[Start of Attachment]
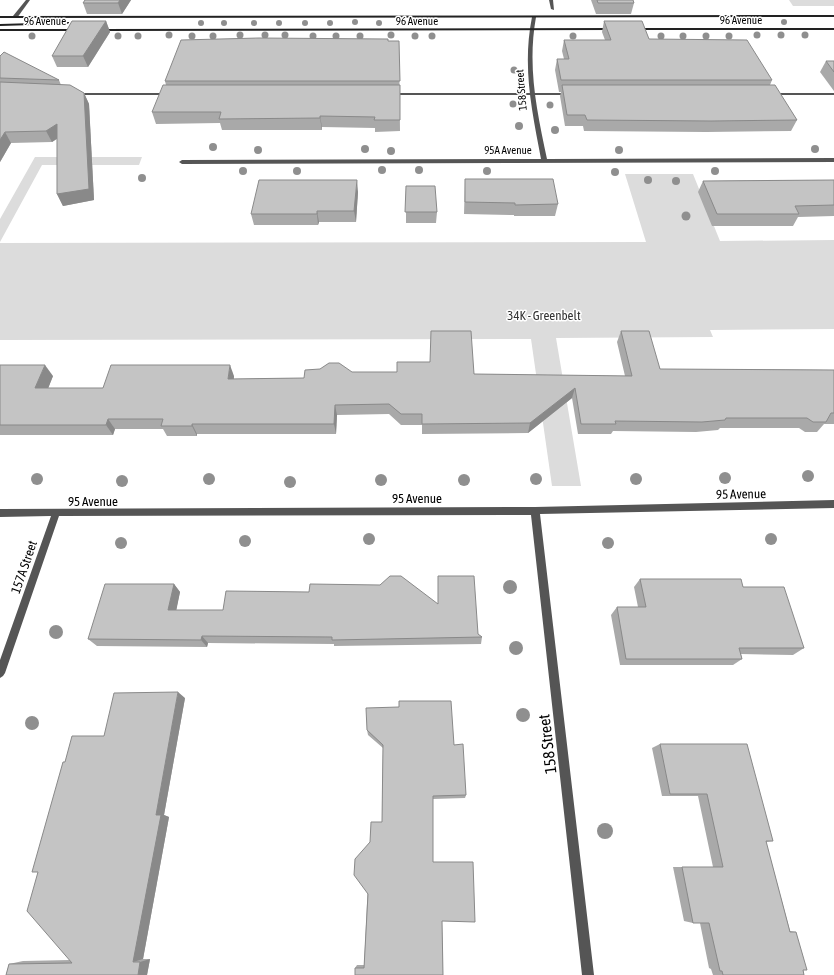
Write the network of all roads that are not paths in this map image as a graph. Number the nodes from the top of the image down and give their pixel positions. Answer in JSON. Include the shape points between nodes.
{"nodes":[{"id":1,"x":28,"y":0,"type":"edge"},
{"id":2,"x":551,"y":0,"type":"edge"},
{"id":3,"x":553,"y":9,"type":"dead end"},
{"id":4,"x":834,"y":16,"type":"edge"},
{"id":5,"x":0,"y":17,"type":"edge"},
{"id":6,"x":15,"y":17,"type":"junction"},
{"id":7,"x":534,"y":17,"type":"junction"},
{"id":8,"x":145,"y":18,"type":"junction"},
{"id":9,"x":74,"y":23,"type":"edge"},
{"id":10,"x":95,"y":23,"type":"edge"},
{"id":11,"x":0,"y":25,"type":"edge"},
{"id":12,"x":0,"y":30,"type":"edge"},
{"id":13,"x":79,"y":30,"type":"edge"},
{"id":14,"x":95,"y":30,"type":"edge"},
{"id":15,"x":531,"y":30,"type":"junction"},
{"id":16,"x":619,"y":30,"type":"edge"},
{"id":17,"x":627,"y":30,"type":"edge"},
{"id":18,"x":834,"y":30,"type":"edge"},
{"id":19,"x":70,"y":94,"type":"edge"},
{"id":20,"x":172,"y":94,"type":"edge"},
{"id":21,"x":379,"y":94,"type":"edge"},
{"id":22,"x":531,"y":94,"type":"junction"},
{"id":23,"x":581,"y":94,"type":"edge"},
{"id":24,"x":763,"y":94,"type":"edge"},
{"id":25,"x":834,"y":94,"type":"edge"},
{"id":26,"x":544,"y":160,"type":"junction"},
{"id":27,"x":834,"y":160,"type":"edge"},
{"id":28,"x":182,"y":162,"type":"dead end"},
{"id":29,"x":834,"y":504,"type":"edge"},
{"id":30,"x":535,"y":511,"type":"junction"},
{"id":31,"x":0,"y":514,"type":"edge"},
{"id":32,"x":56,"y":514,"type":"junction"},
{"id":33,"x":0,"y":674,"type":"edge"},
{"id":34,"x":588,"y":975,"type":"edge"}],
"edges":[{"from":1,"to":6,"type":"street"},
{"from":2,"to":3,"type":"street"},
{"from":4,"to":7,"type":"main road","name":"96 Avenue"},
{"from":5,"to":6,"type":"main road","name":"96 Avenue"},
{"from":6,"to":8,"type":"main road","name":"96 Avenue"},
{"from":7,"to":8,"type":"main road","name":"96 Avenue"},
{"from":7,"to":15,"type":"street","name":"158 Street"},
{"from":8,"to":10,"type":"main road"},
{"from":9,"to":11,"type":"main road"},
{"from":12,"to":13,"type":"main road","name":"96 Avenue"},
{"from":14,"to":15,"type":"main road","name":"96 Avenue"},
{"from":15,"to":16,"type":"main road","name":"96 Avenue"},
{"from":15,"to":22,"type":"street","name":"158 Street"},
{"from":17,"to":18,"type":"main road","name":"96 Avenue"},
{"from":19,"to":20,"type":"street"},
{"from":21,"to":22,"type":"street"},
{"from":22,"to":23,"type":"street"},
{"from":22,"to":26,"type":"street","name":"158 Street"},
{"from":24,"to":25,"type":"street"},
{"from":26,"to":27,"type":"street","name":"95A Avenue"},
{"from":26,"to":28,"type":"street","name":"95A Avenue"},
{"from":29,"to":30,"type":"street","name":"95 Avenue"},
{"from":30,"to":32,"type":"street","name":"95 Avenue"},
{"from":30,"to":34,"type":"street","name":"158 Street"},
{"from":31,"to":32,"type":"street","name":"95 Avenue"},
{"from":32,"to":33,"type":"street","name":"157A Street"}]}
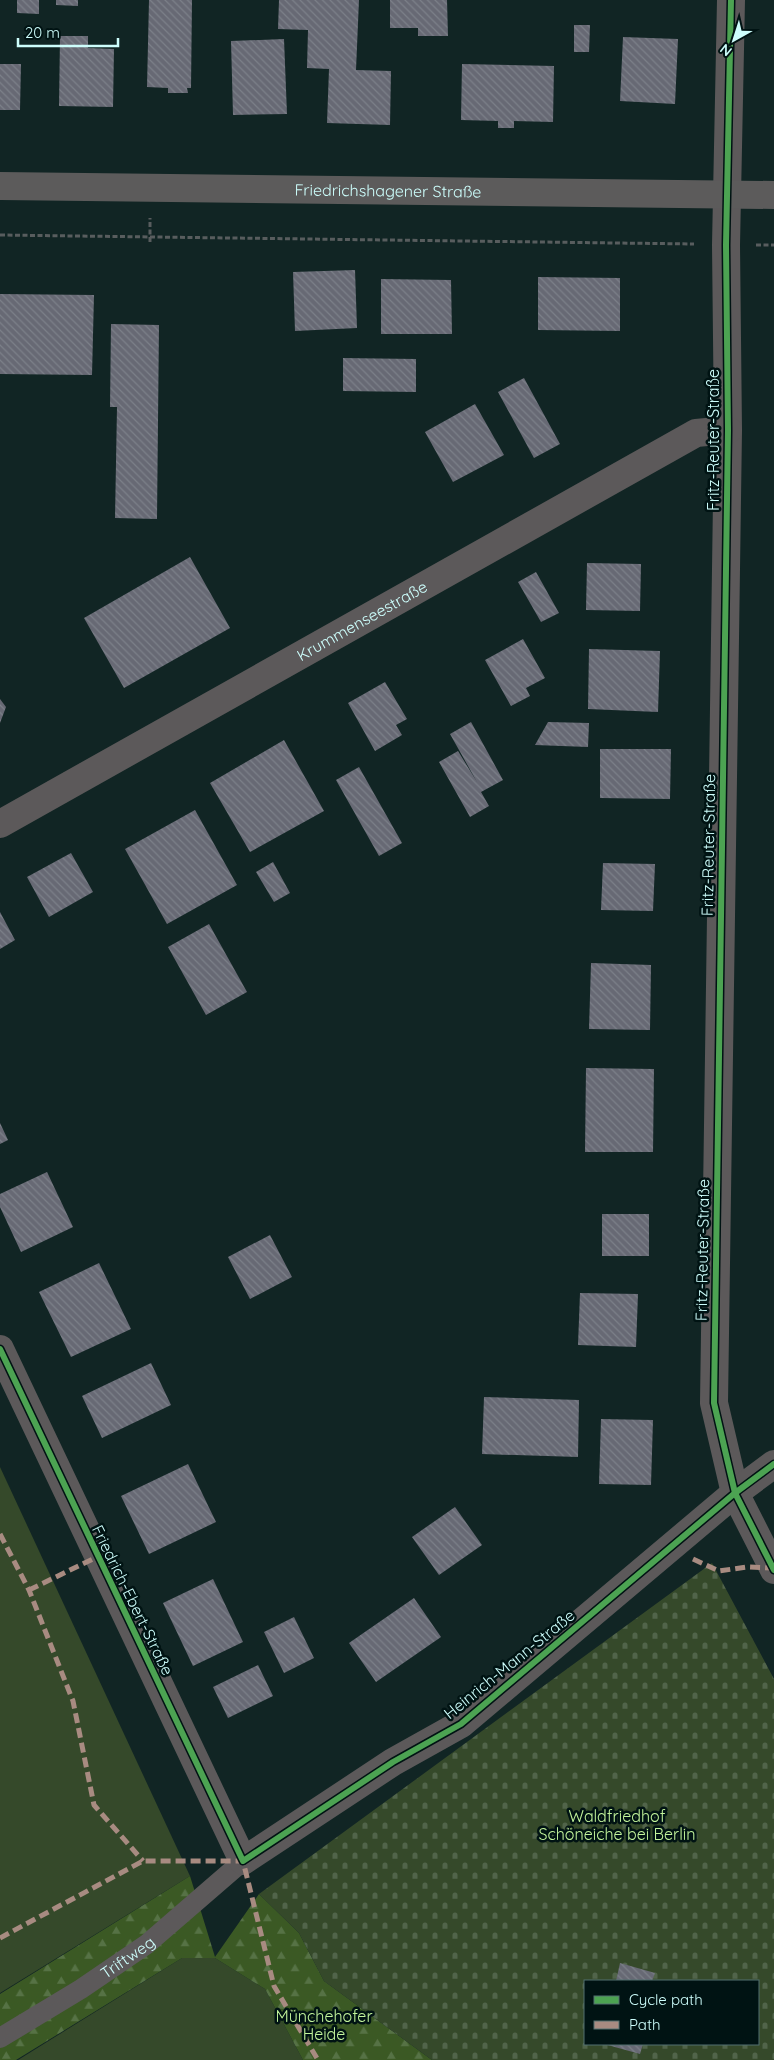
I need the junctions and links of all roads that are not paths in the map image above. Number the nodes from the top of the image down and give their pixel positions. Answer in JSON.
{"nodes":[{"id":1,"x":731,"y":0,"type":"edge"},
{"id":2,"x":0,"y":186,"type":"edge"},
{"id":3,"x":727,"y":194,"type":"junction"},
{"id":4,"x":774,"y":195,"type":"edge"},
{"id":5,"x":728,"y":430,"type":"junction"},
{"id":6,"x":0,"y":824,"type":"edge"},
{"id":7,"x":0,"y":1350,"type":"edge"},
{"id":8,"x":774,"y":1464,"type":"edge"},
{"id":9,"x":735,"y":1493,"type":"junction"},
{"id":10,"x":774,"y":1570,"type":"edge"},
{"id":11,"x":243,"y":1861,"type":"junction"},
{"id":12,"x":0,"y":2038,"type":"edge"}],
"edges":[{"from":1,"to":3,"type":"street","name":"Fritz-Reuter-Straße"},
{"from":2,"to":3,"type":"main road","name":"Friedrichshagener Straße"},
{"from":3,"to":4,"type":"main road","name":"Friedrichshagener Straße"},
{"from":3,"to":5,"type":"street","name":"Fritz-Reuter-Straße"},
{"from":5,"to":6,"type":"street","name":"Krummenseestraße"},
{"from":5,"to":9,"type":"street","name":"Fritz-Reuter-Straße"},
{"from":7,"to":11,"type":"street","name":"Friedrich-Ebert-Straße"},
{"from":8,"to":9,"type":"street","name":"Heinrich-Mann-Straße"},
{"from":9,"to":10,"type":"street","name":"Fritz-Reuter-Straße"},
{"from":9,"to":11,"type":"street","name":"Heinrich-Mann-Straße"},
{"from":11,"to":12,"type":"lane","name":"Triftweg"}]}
[End of Attachment]
[Start of Attachment]
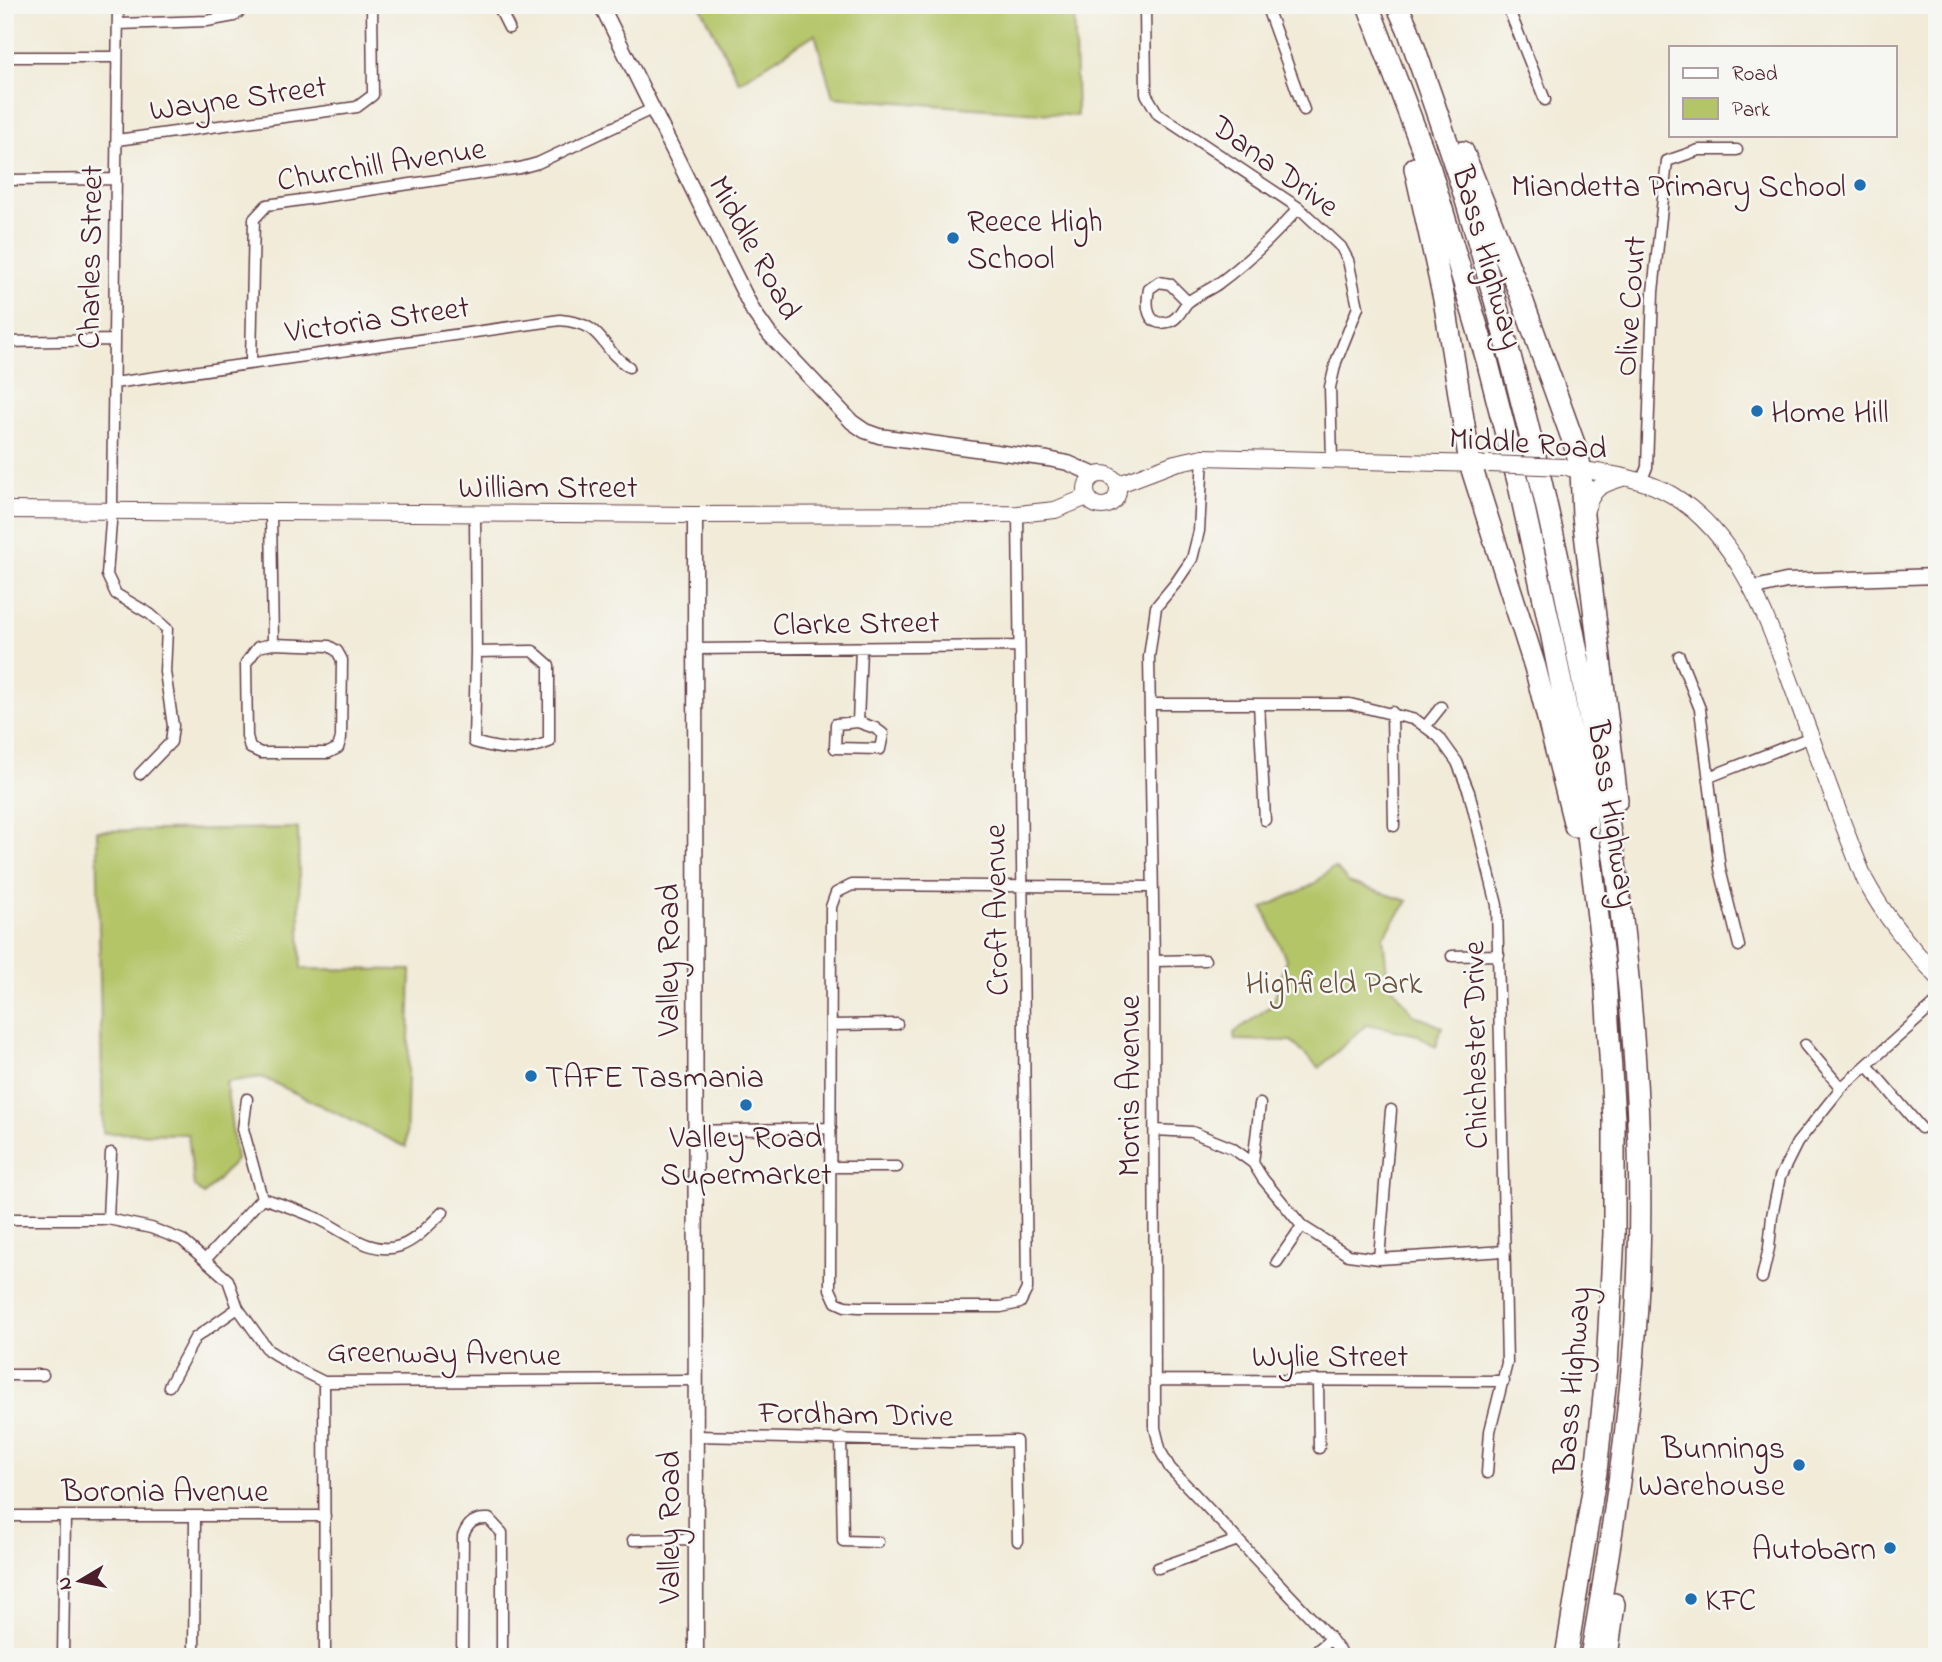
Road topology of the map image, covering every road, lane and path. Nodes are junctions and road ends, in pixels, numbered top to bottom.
[End of Attachment]
[Start of Attachment]
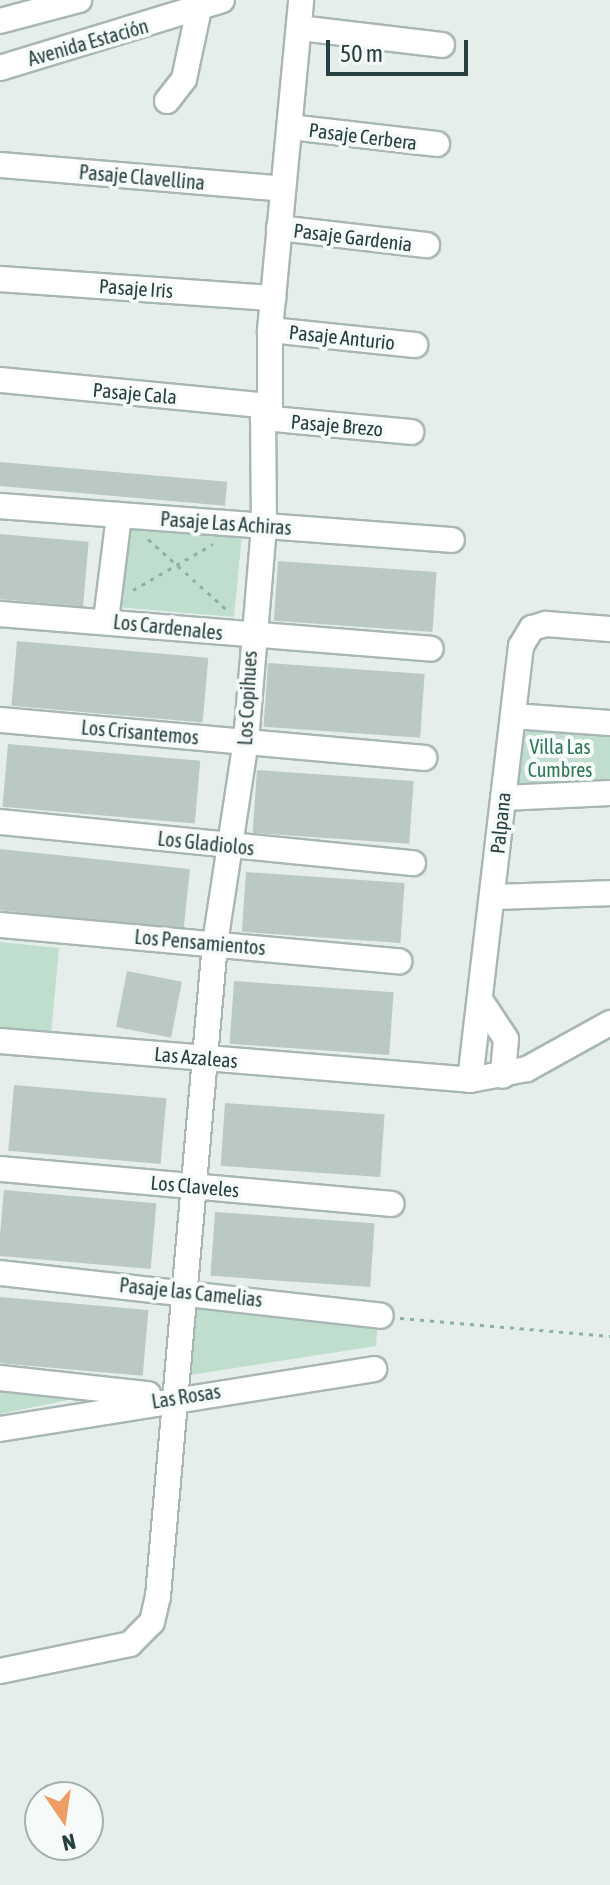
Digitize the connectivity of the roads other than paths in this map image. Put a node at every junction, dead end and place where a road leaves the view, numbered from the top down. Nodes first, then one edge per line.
[End of Attachment]
▶ _WORK ORDER_
Search the entries above for lines containing the word "every", and copy each one.

▶ _PROBLEM SOLUTION_
Road topology of the map image, covering every road, lane and path. Nodes are junctions and road ends, in pixels, numbered top to bottom.
Digitize the connectivity of the roads other than paths in this map image. Put a node at every junction, dead end and place where a road leaves the view, numbered from the top down. Nodes first, then one edge per line.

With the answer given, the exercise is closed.